The closing date for ballots was 11 September, but due to the September 11 attacks in the United States, the announcement of the result was delayed until 13 September. Iain Duncan Smith emerged as winner with over 60% of the vote, although without a clear majority among MPs, which many believe hampered the inexperienced leader and led to the events which saw Michael Howard replace him in 2003.

Membership ballot: 11 September 2001
| Candidate |  | Votes | % |
|  | Iain Duncan Smith | 155,933 | 60.7 |
|  | Kenneth Clarke | 100,864 | 39.3 |
| Turnout |  | 256,797 | N/A |
Iain Duncan Smith elected

==Legacy==
In hindsight, Iain Duncan Smith's leadership was widely regarded as a disaster for the Conservatives, with the party's poll ratings declining to under 30% at times. After just two years as leader of the Conservative Party, Duncan Smith lost a confidence vote amongst Conservative MPs and was replaced as leader by Michael Howard. Howard went on to lose the 2005 General Election, improving on William Hague's performance in 2001 but still falling some way short of the 209 MPs Labour picked up in their disastrous 1983 campaign. Howard announced he was to resign the leadership, but first he would attempt to reform the electoral system to reduce the role for the rank-and-file party membership (he failed in this).

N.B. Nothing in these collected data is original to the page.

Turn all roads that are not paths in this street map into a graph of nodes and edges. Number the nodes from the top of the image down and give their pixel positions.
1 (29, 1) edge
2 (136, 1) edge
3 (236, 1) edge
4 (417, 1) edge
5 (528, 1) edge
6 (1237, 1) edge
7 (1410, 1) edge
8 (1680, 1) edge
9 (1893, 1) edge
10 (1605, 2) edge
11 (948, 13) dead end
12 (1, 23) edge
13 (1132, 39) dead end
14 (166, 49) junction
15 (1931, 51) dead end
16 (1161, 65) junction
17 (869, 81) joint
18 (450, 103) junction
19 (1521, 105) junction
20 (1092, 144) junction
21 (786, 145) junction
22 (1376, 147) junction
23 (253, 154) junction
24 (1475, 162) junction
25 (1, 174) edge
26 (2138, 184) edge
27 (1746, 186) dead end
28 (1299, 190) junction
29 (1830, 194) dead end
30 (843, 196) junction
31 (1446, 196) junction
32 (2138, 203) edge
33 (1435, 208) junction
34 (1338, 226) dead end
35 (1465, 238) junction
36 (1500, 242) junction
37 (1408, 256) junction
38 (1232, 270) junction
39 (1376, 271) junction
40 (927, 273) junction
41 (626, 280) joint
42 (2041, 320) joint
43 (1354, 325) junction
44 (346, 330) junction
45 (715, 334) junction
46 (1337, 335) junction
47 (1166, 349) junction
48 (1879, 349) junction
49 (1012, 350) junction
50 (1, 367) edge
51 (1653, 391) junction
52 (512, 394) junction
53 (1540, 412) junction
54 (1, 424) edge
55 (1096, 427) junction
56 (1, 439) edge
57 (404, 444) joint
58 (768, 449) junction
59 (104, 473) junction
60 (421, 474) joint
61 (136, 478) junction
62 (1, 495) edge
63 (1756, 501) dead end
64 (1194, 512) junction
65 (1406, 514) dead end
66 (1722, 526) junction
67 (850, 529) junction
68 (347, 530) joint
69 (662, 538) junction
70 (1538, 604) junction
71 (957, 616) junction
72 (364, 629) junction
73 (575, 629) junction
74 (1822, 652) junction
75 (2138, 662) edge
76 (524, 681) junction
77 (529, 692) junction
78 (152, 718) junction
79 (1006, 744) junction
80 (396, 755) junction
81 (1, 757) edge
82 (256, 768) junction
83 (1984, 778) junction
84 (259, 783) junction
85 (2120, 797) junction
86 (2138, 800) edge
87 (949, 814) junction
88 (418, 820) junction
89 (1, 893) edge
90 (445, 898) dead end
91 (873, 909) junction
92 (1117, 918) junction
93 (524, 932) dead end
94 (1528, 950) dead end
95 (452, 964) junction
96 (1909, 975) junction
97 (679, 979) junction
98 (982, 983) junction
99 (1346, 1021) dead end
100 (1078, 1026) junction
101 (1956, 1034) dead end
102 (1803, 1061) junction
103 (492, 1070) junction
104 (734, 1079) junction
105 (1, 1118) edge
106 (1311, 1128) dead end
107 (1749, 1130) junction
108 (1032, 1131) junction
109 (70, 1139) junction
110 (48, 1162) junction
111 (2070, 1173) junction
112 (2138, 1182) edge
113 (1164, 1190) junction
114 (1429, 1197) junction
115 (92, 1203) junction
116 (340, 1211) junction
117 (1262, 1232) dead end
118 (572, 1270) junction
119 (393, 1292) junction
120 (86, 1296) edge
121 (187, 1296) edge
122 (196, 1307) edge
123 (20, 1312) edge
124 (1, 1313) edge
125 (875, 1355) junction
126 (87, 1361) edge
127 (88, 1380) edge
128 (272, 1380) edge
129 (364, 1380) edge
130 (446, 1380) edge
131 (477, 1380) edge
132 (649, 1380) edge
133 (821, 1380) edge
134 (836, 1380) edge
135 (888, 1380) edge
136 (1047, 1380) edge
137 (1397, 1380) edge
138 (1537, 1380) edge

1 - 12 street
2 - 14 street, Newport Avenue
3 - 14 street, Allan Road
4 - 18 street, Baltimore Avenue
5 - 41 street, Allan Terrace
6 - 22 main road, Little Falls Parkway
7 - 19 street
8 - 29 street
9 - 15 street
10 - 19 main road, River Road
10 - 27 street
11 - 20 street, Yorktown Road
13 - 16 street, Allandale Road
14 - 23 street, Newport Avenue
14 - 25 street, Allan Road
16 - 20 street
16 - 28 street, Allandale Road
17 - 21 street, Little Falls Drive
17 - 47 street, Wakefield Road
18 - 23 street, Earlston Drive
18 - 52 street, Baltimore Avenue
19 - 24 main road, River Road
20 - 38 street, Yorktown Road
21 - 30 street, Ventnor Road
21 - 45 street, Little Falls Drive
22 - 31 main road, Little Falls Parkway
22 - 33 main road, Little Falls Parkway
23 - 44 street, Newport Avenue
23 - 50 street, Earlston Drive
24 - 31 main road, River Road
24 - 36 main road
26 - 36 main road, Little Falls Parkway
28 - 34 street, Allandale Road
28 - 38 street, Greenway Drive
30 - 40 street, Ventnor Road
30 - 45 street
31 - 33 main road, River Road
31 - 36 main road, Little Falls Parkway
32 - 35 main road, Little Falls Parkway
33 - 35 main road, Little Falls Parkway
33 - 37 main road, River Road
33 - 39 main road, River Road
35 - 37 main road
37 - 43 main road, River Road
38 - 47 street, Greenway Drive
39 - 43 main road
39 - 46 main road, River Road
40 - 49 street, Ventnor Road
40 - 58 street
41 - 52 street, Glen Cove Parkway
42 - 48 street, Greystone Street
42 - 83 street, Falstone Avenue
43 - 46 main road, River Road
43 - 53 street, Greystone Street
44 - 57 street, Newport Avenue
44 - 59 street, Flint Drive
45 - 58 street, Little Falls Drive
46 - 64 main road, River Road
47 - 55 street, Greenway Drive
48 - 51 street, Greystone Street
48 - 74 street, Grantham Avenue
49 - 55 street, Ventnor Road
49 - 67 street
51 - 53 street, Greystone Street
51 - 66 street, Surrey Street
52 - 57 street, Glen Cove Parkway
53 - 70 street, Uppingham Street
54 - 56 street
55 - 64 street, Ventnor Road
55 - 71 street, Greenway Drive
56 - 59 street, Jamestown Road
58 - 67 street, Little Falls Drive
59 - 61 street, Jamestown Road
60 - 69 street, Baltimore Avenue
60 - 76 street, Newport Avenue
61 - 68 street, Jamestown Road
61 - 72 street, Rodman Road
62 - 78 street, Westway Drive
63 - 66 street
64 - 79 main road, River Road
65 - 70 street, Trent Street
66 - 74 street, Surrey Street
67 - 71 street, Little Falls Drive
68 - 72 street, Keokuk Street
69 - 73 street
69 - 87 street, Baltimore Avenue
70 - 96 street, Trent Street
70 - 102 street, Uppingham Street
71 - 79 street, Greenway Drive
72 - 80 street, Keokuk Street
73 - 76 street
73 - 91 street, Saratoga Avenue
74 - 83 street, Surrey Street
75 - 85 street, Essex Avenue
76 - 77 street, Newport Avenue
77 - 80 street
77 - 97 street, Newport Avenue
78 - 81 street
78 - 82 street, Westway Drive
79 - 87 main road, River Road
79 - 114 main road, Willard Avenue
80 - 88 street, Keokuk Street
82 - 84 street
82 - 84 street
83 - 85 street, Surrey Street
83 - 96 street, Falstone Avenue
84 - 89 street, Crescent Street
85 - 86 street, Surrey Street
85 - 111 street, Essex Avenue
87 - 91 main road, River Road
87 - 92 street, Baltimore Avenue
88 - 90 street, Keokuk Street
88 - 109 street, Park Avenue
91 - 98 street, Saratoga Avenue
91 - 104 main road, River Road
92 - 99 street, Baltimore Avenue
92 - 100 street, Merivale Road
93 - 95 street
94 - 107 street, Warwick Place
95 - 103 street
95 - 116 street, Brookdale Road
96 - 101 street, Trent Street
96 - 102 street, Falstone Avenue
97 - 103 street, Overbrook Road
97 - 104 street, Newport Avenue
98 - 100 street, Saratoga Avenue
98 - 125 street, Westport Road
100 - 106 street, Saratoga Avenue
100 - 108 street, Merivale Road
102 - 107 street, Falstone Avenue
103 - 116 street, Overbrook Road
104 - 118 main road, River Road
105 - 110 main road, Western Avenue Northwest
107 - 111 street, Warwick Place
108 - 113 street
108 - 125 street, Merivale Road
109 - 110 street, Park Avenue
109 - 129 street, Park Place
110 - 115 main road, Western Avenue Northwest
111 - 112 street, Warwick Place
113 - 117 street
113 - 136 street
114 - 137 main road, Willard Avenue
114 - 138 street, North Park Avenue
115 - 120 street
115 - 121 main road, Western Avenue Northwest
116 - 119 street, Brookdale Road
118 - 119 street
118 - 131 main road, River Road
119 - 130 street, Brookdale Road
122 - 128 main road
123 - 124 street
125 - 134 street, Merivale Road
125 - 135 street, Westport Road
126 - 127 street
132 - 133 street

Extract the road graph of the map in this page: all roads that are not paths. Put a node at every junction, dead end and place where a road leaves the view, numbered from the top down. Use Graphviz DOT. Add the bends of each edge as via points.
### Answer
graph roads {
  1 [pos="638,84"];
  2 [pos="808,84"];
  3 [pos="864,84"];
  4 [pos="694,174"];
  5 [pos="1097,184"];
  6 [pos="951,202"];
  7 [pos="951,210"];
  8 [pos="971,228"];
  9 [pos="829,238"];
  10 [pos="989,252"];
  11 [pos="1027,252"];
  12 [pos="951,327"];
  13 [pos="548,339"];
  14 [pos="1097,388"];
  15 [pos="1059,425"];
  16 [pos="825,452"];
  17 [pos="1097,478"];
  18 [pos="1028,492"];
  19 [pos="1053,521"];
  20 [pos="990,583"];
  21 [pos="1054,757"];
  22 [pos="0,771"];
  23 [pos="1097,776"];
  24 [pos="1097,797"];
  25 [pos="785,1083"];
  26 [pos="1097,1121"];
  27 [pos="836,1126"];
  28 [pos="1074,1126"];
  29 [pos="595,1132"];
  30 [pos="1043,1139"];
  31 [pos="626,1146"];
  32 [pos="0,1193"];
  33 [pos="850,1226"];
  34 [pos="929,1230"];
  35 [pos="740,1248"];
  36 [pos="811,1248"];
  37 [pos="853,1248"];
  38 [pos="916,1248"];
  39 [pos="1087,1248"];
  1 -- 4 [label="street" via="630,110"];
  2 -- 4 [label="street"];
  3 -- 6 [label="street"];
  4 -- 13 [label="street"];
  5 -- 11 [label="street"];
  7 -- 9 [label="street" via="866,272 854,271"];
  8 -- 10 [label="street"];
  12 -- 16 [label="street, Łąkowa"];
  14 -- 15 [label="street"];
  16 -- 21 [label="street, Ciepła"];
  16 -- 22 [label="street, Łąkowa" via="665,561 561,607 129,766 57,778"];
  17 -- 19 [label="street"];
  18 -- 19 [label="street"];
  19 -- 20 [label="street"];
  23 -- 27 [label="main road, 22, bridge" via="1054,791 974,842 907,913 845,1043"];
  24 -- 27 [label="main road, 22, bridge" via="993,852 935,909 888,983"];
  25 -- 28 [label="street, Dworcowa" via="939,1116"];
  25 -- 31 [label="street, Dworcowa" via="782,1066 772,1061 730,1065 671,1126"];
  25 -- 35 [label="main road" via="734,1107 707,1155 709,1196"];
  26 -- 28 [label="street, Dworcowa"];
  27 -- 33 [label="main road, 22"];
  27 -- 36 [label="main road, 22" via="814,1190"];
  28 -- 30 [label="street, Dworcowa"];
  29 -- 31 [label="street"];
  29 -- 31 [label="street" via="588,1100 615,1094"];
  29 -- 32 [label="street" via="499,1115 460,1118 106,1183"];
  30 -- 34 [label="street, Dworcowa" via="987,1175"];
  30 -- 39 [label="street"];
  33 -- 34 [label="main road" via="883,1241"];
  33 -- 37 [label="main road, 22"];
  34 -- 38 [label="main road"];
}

In the subsequent leadership election, David Cameron was elected as Conservative Party leader. Although he had failed in his own campaign, commentators have since argued that Portillo's run in 2001 created the conditions under which his reformist agenda was able to succeed four years later. By this point, however, Portillo himself had retired from Parliament, frustrated with party politics.

Cameron returned the party to government at the 2010 general election as the head of a Conservative and Liberal Democrat coalition. In this government, Duncan Smith was appointed Secretary of State for Work and Pensions and Clarke was appointed Lord Chancellor and Secretary of State for Justice. Cameron subsequently won a majority five years later at the 2015 general election.